Blog Post Image

The purpose of this article is to build a realistic ELT pipeline using Estuary Flow with dbt. I’m going to show you how to spin up a CDC connector that captures change events from a PostgreSQL database and loads them into BigQuery, where you’ll learn how to implement incremental models with dbt, to efficiently transform even the largest datasets.

You’ll utilize two features of Flow that are critical for efficient and lean incremental analytical models in a data warehouse:

  • flow_published_at Timestamp: By leveraging this timestamp, data practitioners can easily implement the incremental update process in dbt. Incremental models can efficiently process only new or updated data since the last run, improving performance and reducing processing time.
  • _meta/op = ‘d’: Handling deletions effectively is crucial in maintaining accurate datasets. By filtering on the operation type fields provided by Estuary, dbt can identify and process deleted records, ensuring the transformed datasets accurately reflect the source data.

Let’s see how it works in practice!

Tools of the trade

Estuary Flow is a real-time data integration platform designed for CDC and streaming. It excels at capturing data from various sources, transforming it on the fly, and delivering it to diverse destinations.
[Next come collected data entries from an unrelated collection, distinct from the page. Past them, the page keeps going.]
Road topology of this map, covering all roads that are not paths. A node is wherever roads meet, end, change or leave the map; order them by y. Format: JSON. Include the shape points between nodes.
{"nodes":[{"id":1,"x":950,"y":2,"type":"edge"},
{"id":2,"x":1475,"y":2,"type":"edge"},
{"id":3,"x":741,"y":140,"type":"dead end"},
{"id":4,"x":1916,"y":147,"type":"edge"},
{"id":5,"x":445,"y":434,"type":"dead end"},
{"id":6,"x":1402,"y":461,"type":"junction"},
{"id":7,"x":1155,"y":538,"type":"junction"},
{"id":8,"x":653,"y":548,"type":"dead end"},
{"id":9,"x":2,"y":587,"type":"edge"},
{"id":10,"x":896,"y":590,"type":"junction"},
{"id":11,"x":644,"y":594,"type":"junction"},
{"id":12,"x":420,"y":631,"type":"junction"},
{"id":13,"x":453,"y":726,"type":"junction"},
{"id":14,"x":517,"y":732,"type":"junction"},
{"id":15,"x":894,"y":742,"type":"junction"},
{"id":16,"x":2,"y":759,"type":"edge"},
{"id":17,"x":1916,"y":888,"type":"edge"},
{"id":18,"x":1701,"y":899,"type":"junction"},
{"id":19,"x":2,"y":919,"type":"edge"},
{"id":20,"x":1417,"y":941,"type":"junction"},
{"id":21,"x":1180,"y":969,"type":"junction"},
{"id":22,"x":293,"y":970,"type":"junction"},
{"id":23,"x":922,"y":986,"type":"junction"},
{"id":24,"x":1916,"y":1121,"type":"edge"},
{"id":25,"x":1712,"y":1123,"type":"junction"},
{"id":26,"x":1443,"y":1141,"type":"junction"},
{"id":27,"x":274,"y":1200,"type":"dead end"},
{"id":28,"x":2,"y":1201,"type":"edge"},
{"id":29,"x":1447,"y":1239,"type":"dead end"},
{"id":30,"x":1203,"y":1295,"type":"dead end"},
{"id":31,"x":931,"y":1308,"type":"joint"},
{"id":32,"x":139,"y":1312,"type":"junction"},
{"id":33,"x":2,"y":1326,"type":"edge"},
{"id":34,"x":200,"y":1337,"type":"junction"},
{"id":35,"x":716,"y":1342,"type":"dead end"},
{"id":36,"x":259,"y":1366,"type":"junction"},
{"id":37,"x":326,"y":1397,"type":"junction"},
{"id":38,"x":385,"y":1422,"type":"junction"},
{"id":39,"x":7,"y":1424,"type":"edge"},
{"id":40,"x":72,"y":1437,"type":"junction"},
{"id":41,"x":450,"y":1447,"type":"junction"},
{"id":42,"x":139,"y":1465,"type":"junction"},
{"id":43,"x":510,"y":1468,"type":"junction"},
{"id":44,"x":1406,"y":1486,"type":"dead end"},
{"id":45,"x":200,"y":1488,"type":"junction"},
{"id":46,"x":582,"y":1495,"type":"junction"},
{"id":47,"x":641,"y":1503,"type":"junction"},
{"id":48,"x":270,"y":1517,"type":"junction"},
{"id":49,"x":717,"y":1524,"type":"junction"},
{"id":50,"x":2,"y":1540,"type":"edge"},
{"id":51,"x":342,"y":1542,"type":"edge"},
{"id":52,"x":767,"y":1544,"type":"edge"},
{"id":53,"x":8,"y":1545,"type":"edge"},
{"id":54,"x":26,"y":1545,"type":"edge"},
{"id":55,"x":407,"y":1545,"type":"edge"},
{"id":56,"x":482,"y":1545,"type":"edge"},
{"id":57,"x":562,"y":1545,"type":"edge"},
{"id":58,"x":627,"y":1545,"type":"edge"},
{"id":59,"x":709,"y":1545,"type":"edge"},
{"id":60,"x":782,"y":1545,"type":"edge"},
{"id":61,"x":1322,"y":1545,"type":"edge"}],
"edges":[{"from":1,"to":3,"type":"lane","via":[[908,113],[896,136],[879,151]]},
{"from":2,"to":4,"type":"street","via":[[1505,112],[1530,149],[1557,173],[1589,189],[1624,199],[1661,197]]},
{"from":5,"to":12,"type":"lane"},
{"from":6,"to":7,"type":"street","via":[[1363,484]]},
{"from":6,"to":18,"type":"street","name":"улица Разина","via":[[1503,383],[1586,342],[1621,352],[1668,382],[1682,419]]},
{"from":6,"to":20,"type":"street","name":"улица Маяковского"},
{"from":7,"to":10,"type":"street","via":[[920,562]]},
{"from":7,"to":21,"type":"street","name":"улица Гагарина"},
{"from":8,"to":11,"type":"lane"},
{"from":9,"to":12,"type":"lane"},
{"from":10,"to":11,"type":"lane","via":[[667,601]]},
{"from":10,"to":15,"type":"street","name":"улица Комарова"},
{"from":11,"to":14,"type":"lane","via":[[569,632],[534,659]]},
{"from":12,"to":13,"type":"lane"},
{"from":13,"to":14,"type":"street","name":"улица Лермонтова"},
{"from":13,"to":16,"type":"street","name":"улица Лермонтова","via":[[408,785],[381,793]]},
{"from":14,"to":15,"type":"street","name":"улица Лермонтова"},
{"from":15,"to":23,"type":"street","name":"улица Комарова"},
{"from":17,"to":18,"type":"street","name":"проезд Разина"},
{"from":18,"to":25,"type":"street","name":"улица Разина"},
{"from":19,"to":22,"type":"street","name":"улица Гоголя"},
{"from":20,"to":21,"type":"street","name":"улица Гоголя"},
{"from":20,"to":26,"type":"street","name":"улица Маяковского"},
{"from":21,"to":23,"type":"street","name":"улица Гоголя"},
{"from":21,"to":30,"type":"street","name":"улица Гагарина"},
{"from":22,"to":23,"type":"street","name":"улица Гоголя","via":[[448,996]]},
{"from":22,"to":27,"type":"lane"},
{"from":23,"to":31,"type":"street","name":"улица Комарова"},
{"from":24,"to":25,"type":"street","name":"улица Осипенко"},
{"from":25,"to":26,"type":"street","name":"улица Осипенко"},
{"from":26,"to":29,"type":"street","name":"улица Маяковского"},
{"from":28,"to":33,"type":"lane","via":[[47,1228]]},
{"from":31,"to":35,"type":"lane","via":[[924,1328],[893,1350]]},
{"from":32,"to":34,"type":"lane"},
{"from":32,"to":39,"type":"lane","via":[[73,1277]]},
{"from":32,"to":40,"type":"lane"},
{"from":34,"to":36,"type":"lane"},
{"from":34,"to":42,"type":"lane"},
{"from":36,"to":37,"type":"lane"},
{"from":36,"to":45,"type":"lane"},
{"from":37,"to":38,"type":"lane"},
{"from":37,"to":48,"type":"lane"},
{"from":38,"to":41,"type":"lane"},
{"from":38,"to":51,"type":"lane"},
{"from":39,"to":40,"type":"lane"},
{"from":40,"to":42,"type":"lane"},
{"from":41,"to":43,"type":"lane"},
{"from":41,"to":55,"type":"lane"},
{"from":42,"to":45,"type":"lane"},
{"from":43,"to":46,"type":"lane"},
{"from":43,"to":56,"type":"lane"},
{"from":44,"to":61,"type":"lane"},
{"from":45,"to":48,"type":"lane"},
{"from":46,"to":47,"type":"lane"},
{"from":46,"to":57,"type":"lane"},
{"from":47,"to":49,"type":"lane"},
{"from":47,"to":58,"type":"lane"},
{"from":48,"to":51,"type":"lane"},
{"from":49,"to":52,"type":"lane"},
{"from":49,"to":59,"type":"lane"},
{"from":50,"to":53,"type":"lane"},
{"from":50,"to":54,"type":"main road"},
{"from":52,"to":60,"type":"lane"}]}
With its event-driven architecture, Estuary Flow ensures data is processed and delivered exactly once, with minimal latency, making it an ideal solution for modern data environments.

Some key features of Estuary Flow are:

  • Fully Integrated Pipelines: Flow simplifies data integration by enabling you to create, test, and adapt pipelines that gather, modify, and consolidate data from multiple sources. 
  • Powerful Transformations: Flow processes data using stable micro-transactions, guaranteeing committed outcomes remain unaltered despite crashes or machine failures. 
  • Connectors Galore: With pre-built connectors for popular data sources and sinks, such as databases and message queues, Flow reduces the need for custom connectors. This speeds up data pipeline deployment and ensures consistency across systems.

dbt is a transformation framework that focuses on analytics engineering. It allows data practitioners to transform raw data into clean, analyzed datasets ready for business intelligence tools. dbt leverages SQL for data transformations, integrates seamlessly with various data warehouses, and promotes a modular, testable, and version-controlled approach to data transformation.

Some of the key features of dbt include:

  • Version Control: dbt integrates well with version control systems like Git, enabling collaborative development, versioning, and change tracking.
  • Data Testing: dbt provides a framework for writing tests to validate data quality and integrity. You can define tests for schema, uniqueness, null values, and more.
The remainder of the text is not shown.